In their never-ending quest to improve financial performance in workers compensation, insurers have discovered a new tactic - premium fraud auditors.  Billed as an antifraud measure, these self styled experts seek to identify policyholders that have engaged in unlawful premium reducing techniques, such as:

         1) Concealing payrolls
         2) Evading the experience modification
         3) Misclassifying employees

What the insurance industry has not done is to accept responsibility for their own failings.  We do not condone fraud by employers and believe that those who deliberately deceive for the purpose of lowering premium should be held accountable. But the same standards that apply to policyholders should also apply to insurance companies.

Insurers are quick to transfer responsibility for their own errors and the errors of their agents to policyholders.  Our own experience confirms that the vast majority of mistakes in workers compensation premium are the result of insurance company omissions, not deliberate deceptions by policyholders.

It is disingenuous to assign blame to employers when many insurers are themselves guilty of improperly changing classifications, using incorrect experience modifiers, overlooking required premium credits, keeping claims open long after necessary, withholding information from policyholders that could lower premium, estimating payrolls, and neglecting to file the mandatory reports that are required to calculate the experience modification.

The premium fraud mania that is now sweeping the workers compensation business is being used as a shield to conceal the insurance industry’s own failings.

By relying on dubious assertions of fraud and ignoring long established premium rules that are mandated by their regulators, the industry will inevitably raise the question in many minds: Exactly who is the fraudster, the insured or the insurer?


 

 

Premium fraud auditors six step formula to riches

1)       Examine underwriting files.  If significant errors are discovered in either the application for insurance, payroll reports, or classifications, then label it a fraud.

2)      Narrow the focus to industries that offer the most complex pricing schemes. These are industries that a) require many class codes, b) employ classifications with precise or restricted interpretations or, c) use classifications with extremely high rates.

3)       File a complaint with authorities. Request a criminal investigation.

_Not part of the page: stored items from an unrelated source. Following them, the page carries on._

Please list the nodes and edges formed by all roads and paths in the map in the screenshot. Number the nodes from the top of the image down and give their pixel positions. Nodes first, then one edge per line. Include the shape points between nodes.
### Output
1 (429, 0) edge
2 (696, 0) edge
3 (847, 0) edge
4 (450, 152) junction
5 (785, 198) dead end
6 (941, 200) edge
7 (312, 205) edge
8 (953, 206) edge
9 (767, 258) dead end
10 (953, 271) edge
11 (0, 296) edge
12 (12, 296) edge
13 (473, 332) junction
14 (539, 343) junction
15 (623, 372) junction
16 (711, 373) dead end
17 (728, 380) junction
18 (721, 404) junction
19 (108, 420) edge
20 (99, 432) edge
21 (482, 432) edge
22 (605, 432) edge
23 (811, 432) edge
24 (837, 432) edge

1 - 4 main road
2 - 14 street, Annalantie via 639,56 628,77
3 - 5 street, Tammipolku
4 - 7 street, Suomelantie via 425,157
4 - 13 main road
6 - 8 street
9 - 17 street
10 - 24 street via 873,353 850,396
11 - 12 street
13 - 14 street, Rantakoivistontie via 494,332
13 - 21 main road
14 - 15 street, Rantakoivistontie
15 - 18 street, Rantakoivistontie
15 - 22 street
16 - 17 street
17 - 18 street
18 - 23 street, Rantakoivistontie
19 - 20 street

4)      Demand access to the employer’s records.  Revise previous audits.  The new audits often result in six or seven figure additional premiums. They frequently overlook many of the industry’s long-established rules. The audits have one goal: Maximize premium.  Accuracy takes a back seat.

5)      Commence a lawsuit for Additional Premiums earned on the new audits.

6)      Intimidate the policyholder.  Use the threat of the criminal probe to extract a lucrative settlement.